# INFO F422 - Statistical Fundation of Machine Learning
## Project "House Prices : Advanced Regression Techniques"

    Erica Berghman
    Master 1 - Brussels Engineer School

## Abstract

## 1. Introduction 

> with dataset description, goals, and an overview of the report structure 

> Starting from a data set with 81 criteria about houses and their selling price, the goal is to create a model capable of predicting the price of other houses given some of these criterias. A good model description is a model that has been refined multiple types. This report will show the methodology used to construct a model for this particular problem. It is based on the methodology of the Chapter 6 of the syllabus.

## 2. Preprocessing 

In [None]:
dataSample = 400
mean = T          # variable to determine if we use the mean or the median to replace the NA values
set.seed(3)

source("functions/replaceNA.R")
# Hide warnings
options(warn=-1)

In order to get a model, the data must be preprocessed. Firstly we read the data given and we take a sample set of 400 houses out of the 1460. There is 81 criteria.

In [None]:
data<-read.csv("input/train.csv")
data.sample<-data[sample(nrow(data),dataSample),]
#dim(data.sample)
#data[1:2,]

## 2.1 Categorical criteria

The categorical (factor) criterias are removed.

In [None]:
factor_variables<-which(sapply(data.sample[1,],class)=="factor")
data.sample.nofactor<-data.sample[,-factor_variables]
data.sample.factor<-data.sample[,factor_variables]
#summary(data.sample.factor)

Some of them are then added. (TODO justification)

In [None]:
library(dummies)
variable_to_keep<-c("CentralAir", "Street", "LotShape")
data_factor_onehot <- dummy.data.frame(data.sample.factor[,variable_to_keep], sep="_")
data.nofactor.extended<-cbind(data.sample.nofactor,data_factor_onehot)

### 2.2 Missing data 
The missing values (NA) are replaced by an estimator of these values (eg. mean or median).

In [None]:
if (mean) {
    data_preprocessed<-data.frame(apply(data.nofactor.extended,2,replace_na_with_mean_value)) 
} else {
    data_preprocessed<-data.frame(apply(data.nofactor.extended,2,replace_na_with_median_value))
}

## 3. Feature selection 
> Methodology and main results

> The text must contain the list of selected variables and the motivation of their choice. The use of formulas, tables and pseudo-code to describe the feature selection procedure is encouraged. 

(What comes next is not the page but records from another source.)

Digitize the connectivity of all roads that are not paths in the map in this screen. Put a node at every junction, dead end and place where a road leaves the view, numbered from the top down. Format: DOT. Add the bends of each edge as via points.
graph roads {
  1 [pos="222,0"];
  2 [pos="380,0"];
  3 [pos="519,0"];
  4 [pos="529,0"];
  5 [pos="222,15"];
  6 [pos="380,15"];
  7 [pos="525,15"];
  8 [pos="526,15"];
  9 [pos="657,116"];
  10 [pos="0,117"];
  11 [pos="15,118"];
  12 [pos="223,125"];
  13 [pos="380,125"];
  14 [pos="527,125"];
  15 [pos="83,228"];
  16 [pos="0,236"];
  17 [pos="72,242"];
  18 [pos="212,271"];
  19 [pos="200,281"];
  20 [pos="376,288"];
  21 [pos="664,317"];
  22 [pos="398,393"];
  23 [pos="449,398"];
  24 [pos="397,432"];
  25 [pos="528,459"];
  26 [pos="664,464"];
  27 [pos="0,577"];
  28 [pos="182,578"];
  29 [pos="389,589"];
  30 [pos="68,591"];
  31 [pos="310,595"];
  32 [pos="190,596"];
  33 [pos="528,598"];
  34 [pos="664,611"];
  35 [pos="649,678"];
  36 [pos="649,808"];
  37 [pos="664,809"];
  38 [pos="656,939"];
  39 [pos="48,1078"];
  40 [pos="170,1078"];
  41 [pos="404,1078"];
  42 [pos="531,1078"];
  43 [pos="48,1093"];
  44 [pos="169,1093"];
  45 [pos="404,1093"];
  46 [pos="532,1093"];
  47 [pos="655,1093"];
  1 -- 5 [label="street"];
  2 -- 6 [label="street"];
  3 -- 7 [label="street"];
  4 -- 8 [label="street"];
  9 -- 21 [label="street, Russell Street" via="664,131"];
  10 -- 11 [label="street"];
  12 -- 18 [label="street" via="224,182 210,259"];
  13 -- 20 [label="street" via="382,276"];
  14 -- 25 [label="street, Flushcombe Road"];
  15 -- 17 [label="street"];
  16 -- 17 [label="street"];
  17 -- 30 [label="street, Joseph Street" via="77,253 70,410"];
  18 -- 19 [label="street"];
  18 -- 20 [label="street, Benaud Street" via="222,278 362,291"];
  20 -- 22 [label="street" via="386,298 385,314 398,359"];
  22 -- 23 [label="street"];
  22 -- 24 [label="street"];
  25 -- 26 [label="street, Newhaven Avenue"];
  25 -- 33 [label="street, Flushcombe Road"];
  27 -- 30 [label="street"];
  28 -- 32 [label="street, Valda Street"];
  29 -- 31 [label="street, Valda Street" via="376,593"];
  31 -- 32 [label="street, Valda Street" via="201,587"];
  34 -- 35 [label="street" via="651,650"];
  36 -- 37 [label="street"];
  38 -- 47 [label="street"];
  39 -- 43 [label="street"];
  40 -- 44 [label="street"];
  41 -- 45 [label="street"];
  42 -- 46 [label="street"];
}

### 3.1 Redundant and irrelevant features 
The "Id" column which is irrelevant is deleted.

In [None]:
data_preprocessed<-data_preprocessed[,setdiff(colnames(data_preprocessed),"Id")]

The criterias that are redundant (linear combination of others criterias and correlation > 0.99) are deleted.

In [None]:
#library(caret)
library(ggplot2)
library(lattice)

#linearCombo.idx <- findLinearCombos(data_preprocessed)$remove
#if (!is.null(linearCombo.idx)) data_preprocessed<-data_preprocessed[,-linearCombo.idx]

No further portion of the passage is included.